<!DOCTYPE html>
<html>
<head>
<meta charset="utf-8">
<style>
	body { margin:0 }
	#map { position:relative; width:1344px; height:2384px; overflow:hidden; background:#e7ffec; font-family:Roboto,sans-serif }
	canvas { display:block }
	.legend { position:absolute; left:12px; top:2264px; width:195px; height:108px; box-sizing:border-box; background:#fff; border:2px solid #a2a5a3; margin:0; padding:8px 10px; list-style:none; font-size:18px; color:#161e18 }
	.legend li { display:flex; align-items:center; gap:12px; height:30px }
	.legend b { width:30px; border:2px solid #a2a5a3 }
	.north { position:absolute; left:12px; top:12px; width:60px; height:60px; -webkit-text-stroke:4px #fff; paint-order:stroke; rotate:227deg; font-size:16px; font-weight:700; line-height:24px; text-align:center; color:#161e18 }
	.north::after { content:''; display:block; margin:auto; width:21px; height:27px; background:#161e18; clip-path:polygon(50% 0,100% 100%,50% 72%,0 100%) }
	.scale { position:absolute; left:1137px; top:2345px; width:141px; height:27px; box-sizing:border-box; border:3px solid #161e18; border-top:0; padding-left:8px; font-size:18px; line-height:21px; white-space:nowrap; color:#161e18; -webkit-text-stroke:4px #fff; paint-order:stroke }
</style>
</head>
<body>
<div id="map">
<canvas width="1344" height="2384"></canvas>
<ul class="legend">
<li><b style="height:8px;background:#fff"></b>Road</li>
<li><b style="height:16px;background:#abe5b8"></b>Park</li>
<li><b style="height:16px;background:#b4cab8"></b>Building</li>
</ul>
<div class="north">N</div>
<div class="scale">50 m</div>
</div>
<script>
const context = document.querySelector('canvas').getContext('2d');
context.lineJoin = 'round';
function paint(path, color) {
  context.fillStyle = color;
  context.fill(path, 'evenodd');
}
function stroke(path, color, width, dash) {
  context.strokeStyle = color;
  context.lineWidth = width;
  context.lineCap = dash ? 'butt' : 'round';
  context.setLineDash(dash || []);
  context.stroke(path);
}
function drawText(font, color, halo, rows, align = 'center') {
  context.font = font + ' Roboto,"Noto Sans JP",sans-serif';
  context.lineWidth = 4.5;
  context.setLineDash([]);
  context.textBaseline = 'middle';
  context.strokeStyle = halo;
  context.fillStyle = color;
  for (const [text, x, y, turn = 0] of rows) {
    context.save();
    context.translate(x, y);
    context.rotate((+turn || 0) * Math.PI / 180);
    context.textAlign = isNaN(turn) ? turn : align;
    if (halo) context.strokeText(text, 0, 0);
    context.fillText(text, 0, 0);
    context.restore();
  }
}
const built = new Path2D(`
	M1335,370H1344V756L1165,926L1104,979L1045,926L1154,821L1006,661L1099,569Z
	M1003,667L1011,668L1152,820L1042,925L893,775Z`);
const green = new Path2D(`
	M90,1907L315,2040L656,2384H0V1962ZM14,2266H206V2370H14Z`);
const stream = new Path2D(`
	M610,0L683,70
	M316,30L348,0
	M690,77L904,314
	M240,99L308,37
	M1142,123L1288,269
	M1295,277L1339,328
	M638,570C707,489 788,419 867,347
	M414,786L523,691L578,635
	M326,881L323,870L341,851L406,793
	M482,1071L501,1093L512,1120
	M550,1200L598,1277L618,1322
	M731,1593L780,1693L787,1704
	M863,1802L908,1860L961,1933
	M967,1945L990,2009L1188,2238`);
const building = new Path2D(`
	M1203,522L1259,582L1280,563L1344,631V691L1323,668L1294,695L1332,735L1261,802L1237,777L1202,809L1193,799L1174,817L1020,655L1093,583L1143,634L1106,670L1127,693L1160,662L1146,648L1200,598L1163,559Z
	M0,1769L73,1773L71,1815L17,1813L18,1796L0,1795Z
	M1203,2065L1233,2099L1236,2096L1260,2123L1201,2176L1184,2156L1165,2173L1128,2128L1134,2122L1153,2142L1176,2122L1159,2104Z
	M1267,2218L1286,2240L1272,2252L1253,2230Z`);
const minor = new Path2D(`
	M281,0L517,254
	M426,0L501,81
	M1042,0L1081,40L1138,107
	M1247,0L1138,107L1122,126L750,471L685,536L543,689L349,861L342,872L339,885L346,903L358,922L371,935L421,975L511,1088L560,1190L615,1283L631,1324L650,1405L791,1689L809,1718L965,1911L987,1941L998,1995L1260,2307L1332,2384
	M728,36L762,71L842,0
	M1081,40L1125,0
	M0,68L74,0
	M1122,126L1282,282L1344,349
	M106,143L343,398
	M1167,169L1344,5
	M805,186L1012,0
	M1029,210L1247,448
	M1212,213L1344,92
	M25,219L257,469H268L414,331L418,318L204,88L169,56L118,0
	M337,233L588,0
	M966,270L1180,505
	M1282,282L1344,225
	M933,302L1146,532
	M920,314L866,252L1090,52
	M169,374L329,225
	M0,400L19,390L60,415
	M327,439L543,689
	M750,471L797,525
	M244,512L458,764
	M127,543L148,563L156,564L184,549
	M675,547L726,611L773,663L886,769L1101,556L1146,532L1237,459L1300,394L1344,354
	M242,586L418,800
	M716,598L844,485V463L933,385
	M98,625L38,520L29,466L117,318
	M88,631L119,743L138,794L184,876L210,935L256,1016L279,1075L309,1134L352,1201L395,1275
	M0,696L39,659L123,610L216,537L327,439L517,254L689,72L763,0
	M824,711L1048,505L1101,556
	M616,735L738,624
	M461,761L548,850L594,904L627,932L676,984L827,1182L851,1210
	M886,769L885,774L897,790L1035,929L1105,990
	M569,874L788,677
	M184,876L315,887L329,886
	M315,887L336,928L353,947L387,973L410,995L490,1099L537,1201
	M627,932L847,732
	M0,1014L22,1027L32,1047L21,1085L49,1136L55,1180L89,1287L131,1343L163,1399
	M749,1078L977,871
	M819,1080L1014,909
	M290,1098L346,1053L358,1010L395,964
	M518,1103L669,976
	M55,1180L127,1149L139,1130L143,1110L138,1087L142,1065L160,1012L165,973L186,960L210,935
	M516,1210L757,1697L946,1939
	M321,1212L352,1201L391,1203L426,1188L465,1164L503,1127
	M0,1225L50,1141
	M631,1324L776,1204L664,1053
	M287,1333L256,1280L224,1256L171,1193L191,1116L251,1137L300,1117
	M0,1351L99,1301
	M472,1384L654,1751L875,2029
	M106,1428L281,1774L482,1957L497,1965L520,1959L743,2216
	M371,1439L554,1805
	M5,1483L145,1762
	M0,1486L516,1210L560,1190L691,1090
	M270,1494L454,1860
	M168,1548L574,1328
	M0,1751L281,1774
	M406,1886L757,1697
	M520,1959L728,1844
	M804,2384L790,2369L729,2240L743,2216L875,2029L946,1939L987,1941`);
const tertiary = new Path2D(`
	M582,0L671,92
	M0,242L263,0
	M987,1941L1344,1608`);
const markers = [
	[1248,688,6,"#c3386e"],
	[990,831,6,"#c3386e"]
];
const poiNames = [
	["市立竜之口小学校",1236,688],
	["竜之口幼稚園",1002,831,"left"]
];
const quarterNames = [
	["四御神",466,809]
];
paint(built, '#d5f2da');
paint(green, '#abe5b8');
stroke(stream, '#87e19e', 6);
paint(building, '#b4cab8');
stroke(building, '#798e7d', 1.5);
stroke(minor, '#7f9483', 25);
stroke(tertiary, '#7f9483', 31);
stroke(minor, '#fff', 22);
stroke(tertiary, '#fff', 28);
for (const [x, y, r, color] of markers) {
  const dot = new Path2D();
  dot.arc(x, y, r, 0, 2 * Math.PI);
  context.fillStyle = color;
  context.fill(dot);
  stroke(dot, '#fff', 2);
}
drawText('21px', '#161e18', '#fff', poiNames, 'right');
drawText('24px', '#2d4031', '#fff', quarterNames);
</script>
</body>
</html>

■ **WHAT THE TASK ASKS**
For the listing shown above, count the lines that contain the word "strokeStyle" and supply only the result.

■ **WRITTEN ANSWER**
2